A judge in Russia's southeastern Altay republic has ruled that the mummy of a 2,500 year-old “Altay princess," which is currently being exhibited at a museum, should not be reburied as requested by local council elders, who believe she is cursed.
The mummy was discovered 23 years ago in the Altay republic close to Russia's borders with Kazakhstan, China, and Mongolia. It has been dubbed one of the most important archeological finds of the past century.
Her grave was found in a huge block of ice and her body was surrounded by six horses. Archeologists established that she was a blond woman who had been 25 years old when she died.
Local shamans have said they believe she was Ochi-Balam – the ancestress of the Altay people. She is also called the Princess of Ukok and the Altay Princess by the locals, while in English-language sources she has been dubbed the Siberian Ice Maiden.

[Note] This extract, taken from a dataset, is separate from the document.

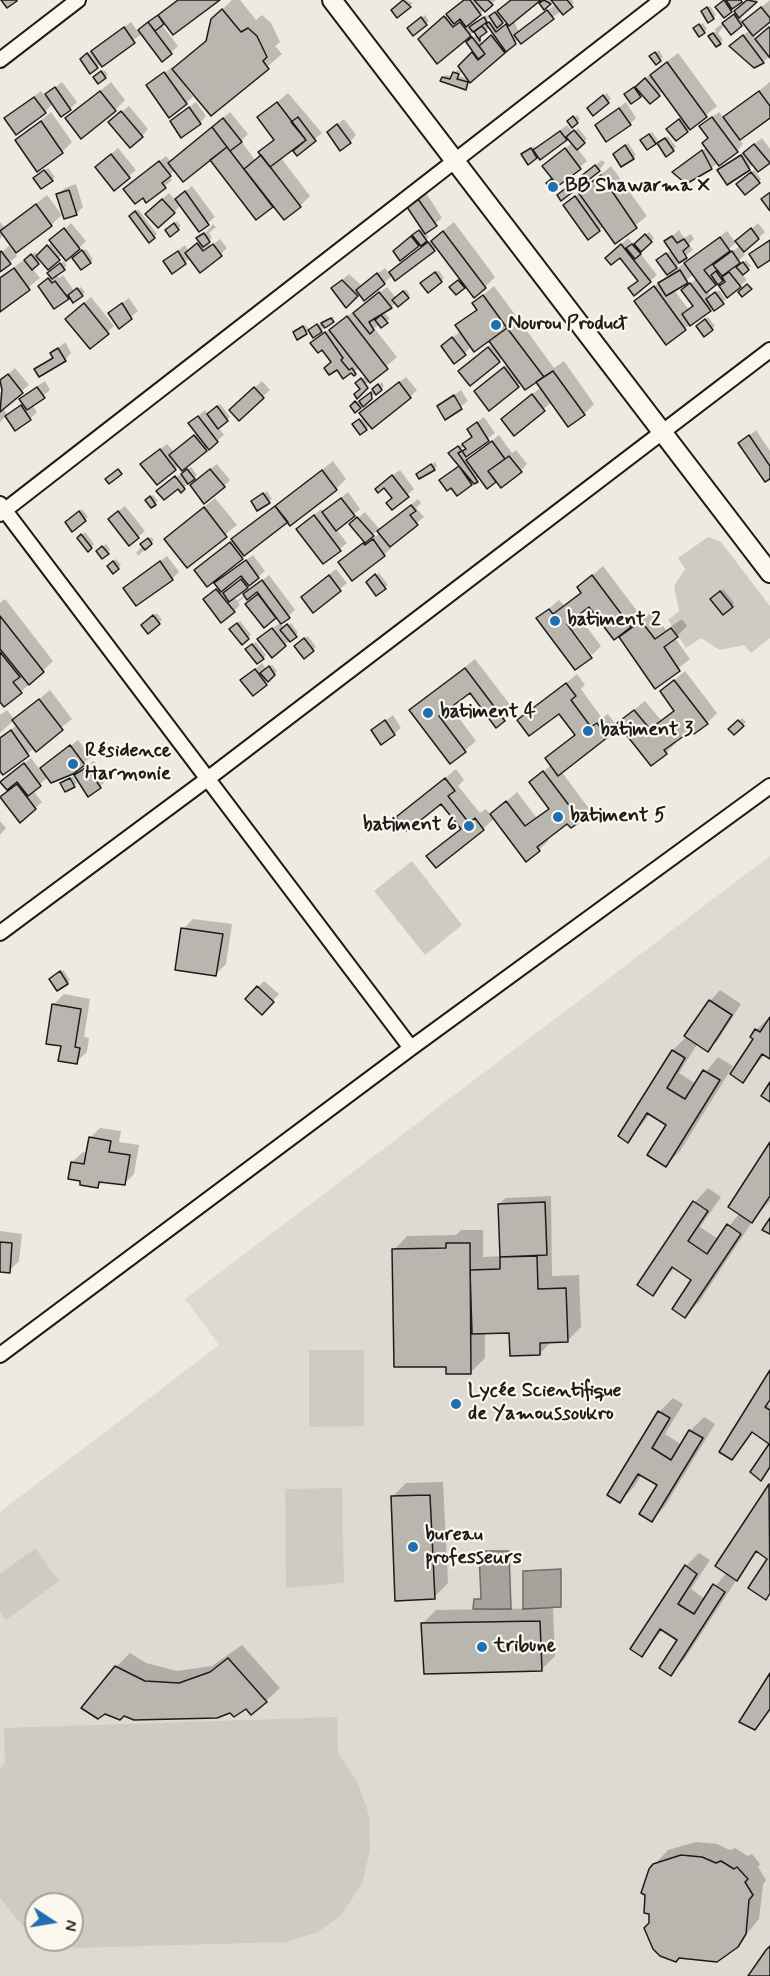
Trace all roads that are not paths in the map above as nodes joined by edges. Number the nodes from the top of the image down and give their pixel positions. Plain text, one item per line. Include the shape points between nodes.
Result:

The body of the woman is surprisingly well preserved, even to the extent that tattoos are visible on her skin.
Locals say that natural disasters have become more frequent in the area since she was removed from her tomb, whose gate they believe shut out the underworld. They say that the absence of their guardian may have been the cause of an earthquake in 2003, record floods in 2014, and other disasters.
“These relics should be reburied as they have physical influence on the indigenous community. Otherwise the whole community is in danger of extinction," said an official advocating the wishes of a group of local residents, who share these beliefs.
A council of elders voted to bury the mummy in August. However, the staff of the museum in which she is preserved has argued that her burial would be a great loss for science.
A statement of claim against the museum requesting that it be ordered to rebury the mummy was filed in a court in December of 2015. However, local judge Anton Zavgorodniy ruled against the local people's request last Wednesday. The court has not yet explained its decision.
The ancient princess is currently being kept at the A.V. Anokhin National Museum in Gorno-Altaysk in a mausoleum-like complex that cost about 765 million rubles (nearly $10 million) to build, according to local authorities.